But there is one more thing to care! The image is in electrons unit, not in ADU. Therefore, we have to insert the gain argument as unity regardless of the header information (because BUNIT = 'ELECTRONS' means that the gain of 1.5599… was already multiplied to all the pixels!).

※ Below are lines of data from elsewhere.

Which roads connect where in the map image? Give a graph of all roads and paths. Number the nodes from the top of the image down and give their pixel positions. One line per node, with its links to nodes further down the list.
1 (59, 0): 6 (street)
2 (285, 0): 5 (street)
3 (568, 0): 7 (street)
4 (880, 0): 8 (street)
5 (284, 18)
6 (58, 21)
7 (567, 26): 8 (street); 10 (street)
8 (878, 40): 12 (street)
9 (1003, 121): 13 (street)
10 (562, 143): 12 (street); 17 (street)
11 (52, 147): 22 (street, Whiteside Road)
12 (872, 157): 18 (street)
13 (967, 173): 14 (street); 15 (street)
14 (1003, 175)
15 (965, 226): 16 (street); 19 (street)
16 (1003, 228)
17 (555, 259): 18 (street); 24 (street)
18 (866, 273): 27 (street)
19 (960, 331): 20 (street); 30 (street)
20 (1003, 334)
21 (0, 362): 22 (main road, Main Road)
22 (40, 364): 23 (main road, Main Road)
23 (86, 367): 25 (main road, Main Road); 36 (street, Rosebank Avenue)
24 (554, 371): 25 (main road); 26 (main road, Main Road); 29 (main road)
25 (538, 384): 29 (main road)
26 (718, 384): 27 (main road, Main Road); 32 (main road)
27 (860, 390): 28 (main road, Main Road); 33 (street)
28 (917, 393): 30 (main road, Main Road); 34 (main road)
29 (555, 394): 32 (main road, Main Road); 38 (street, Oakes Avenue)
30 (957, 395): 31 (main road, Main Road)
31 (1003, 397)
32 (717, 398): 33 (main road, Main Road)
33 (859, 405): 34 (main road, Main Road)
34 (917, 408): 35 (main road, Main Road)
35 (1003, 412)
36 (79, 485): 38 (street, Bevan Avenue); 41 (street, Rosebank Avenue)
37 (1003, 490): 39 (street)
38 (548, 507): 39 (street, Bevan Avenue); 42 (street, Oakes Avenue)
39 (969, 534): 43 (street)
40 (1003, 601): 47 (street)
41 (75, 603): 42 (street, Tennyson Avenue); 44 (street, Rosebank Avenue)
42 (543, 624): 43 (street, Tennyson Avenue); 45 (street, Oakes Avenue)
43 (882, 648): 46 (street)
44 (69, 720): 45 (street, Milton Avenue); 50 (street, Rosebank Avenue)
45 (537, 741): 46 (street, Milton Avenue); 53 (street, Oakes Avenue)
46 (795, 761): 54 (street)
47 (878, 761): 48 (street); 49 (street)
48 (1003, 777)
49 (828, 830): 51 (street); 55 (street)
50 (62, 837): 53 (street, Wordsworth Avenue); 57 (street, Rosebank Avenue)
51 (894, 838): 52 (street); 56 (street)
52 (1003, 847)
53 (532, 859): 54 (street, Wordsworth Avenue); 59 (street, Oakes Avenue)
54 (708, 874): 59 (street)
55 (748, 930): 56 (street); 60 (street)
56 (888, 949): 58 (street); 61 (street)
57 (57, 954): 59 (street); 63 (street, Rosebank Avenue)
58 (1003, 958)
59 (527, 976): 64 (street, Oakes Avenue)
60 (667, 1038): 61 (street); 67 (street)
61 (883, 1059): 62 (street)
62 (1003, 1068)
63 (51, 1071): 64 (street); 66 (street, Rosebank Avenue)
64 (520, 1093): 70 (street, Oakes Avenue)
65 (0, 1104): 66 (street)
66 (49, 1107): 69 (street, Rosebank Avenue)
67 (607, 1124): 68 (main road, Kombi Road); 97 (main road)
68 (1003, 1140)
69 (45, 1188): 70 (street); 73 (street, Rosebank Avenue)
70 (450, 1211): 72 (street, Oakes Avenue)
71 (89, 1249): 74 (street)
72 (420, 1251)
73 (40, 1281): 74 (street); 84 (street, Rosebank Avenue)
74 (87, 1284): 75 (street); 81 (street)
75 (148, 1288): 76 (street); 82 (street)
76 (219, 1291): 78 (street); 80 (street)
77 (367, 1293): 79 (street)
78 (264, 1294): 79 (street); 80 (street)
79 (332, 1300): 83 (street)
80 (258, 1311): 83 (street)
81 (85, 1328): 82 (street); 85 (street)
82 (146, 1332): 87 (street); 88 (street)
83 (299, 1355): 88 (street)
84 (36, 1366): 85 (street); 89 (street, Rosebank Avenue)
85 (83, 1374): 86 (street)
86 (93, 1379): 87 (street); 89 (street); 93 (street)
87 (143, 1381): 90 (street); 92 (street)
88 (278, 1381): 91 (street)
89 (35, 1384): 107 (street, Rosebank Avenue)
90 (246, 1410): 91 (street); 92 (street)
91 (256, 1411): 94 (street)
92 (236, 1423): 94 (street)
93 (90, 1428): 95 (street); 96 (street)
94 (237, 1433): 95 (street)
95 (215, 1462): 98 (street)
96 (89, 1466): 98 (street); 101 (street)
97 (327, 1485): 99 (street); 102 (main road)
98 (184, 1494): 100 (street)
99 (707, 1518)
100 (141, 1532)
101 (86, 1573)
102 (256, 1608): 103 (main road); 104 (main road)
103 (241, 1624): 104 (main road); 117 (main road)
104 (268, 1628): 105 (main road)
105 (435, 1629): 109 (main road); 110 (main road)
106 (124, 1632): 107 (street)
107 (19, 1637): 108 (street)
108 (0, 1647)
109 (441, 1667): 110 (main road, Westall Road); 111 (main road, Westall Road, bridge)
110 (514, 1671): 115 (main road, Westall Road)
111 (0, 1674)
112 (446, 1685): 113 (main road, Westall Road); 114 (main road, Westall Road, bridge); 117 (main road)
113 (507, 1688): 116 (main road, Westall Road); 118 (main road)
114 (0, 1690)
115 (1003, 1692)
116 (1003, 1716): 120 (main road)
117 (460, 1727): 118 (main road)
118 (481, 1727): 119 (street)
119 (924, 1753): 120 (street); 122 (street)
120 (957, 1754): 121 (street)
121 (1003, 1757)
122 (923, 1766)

Keeping this information, we do the following:

ccd = CCDData(hdul[1].data, header=hdul[0].header + hdul[1].header, unit=u.electron)
gain = 1.0  # not hdr["ATODGNC"] !!!!
readnoise = ccd.header["READNSEC"]

# I skipped two params in LACOSMIC: gain=2.0, readnoise=6.
LACOSMIC_KEYS = dict(sigclip=4.5, sigfrac=0.5, objlim=5.0,
                     satlevel=np.inf, inbkg=None, niter=4,
                     cleantype='medmask', fs='median',
                     psffwhm=2.5, psfsize=7, psfbeta=4.765)

# Following should give identical result to IRAF L.A.Cosmic,
# "m_LA" is the mask image
ccd_lacosmic, m_lacosmic = yfu.crrej(
    ccd,
    sepmed=False,  # IRAF LACosmic is sepmed=False
    gain=gain,
    rdnoise=readnoise,
    **LACOSMIC_KEYS
)
# obj_LA.write(DATAPATH / 'Pluto1_LA.fits', overwrite=True)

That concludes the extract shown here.